La Romania sta attraversando una crisi politica senza precedenti, culminata con l’annullamento del primo turno delle elezioni presidenziali da parte della Corte Costituzionale. Questa decisione è scaturita da accuse di interferenze russe volte a favorire il candidato di estrema destra Călin Georgescu, che aveva sorprendentemente ottenuto la maggioranza relativa al primo turno.
Le autorità romene hanno declassificato documenti che evidenziano una campagna di disinformazione orchestrata attraverso piattaforme come TikTok e Telegram, mirata a promuovere Georgescu. Inoltre, sono emerse prove di finanziamenti non dichiarati per circa un milione di euro a sostegno della sua campagna. Questi elementi hanno portato la Corte a invalidare l’intero processo elettorale, definendolo compromesso da manipolazioni e irregolarità.
“L’unica soluzione corretta”
La reazione politica è stata intensa: mentre il primo ministro Marcel Ciolacu ha sostenuto la decisione della Corte, definendola “l’unica soluzione corretta”, sia Georgescu che la sua avversaria Elena Lasconi hanno condannato l’annullamento, considerandolo un attacco alla democrazia. Nel frattempo, il presidente in carica Klaus Iohannis ha dichiarato che rimarrà in carica fino all’elezione di un nuovo presidente.

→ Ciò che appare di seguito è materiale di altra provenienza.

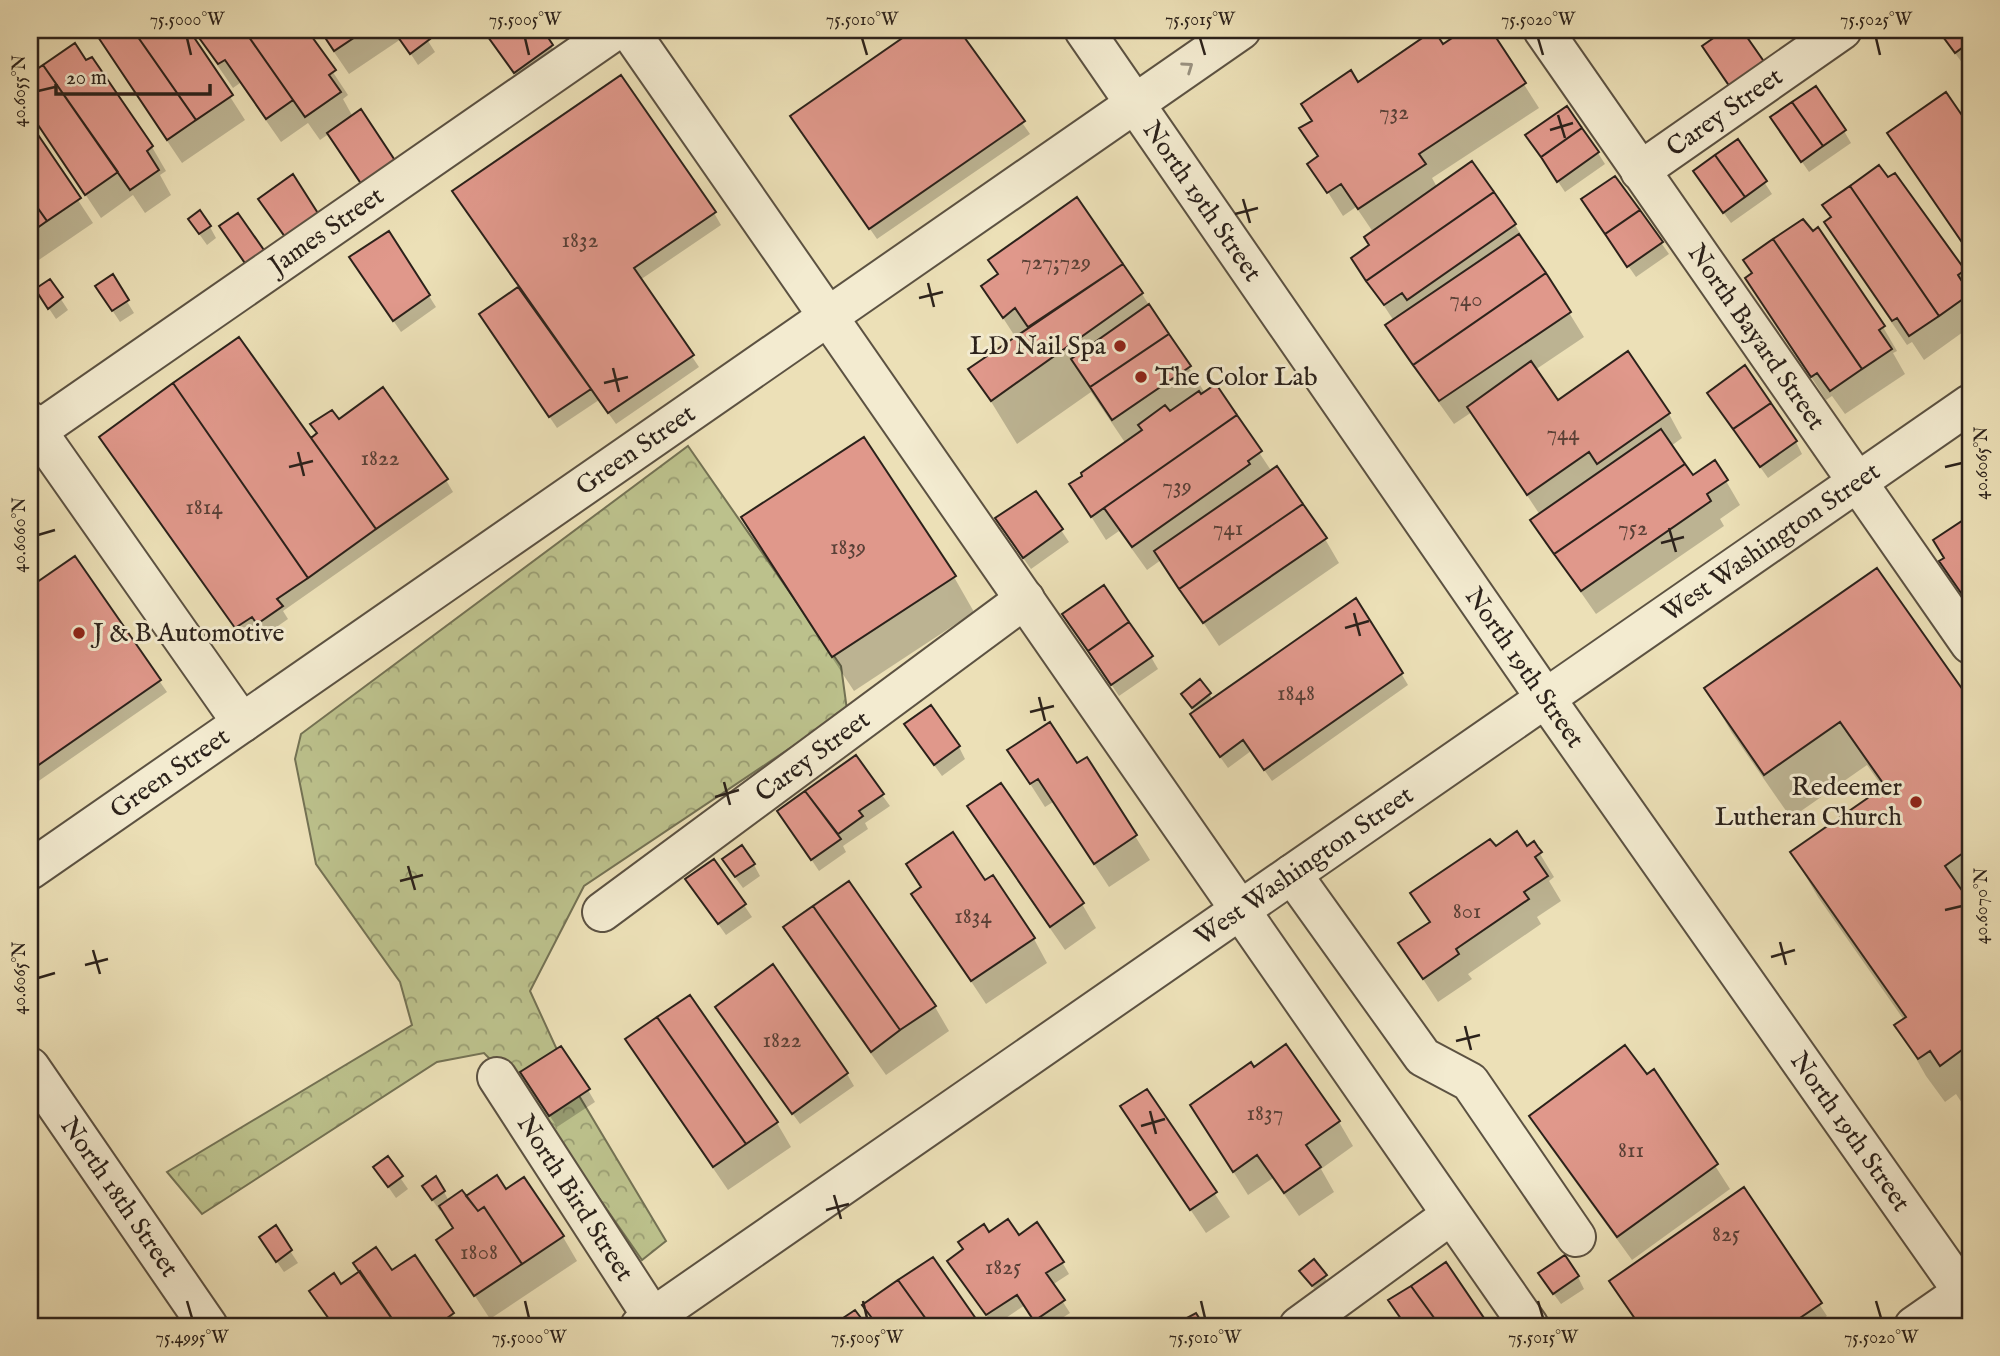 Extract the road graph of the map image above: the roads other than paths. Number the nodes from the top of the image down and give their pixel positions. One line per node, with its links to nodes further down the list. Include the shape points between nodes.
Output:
1 (616, 30): 11 (street, James Street)
2 (629, 30): 9 (street)
3 (1084, 30): 7 (street, North 19th Street)
4 (1241, 30): 7 (street, Green Street, one-way to 4)
5 (1543, 30): 8 (street, North Bayard Street)
6 (1842, 30): 8 (street, Carey Street)
7 (1135, 103): 9 (street, Green Street); 15 (street, North 19th Street)
8 (1640, 171): 12 (street, North Bayard Street)
9 (829, 316): 13 (street); 16 (street, Green Street)
10 (1970, 404): 12 (street, West Washington Street)
11 (33, 426): 16 (street)
12 (1857, 482): 14 (street, North Bayard Street); 15 (street, West Washington Street)
13 (1025, 599): 19 (street); 20 (street, Carey Street)
14 (1970, 644)
15 (1546, 699): 18 (street, West Washington Street); 25 (street, North 19th Street)
16 (242, 723): 17 (street, Green Street)
17 (30, 870)
18 (1292, 874): 19 (street, West Washington Street); 24 (street, via 1423,1057 1470,1082)
19 (1239, 911): 23 (street); 26 (street, West Washington Street)
20 (602, 912)
21 (30, 1067): 27 (street, North 18th Street)
22 (498, 1077): 26 (street, North Bird Street)
23 (1451, 1215): 28 (street); 29 (street)
24 (1576, 1237)
25 (1968, 1294): 30 (street)
26 (647, 1322)
27 (208, 1326)
28 (1299, 1326)
29 (1529, 1326)
30 (1914, 1326)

Questo episodio in Romania si inserisce in un contesto europeo caratterizzato da crescenti tensioni politiche e interferenze esterne. Paesi come l’Ungheria sono stati criticati per derive antidemocratiche, e l’influenza russa continua a manifestarsi in vari processi elettorali del continente. La situazione attuale solleva preoccupazioni sulla stabilità politica dell’Europa e sulla resilienza delle sue istituzioni democratiche di fronte a minacce interne ed esterne.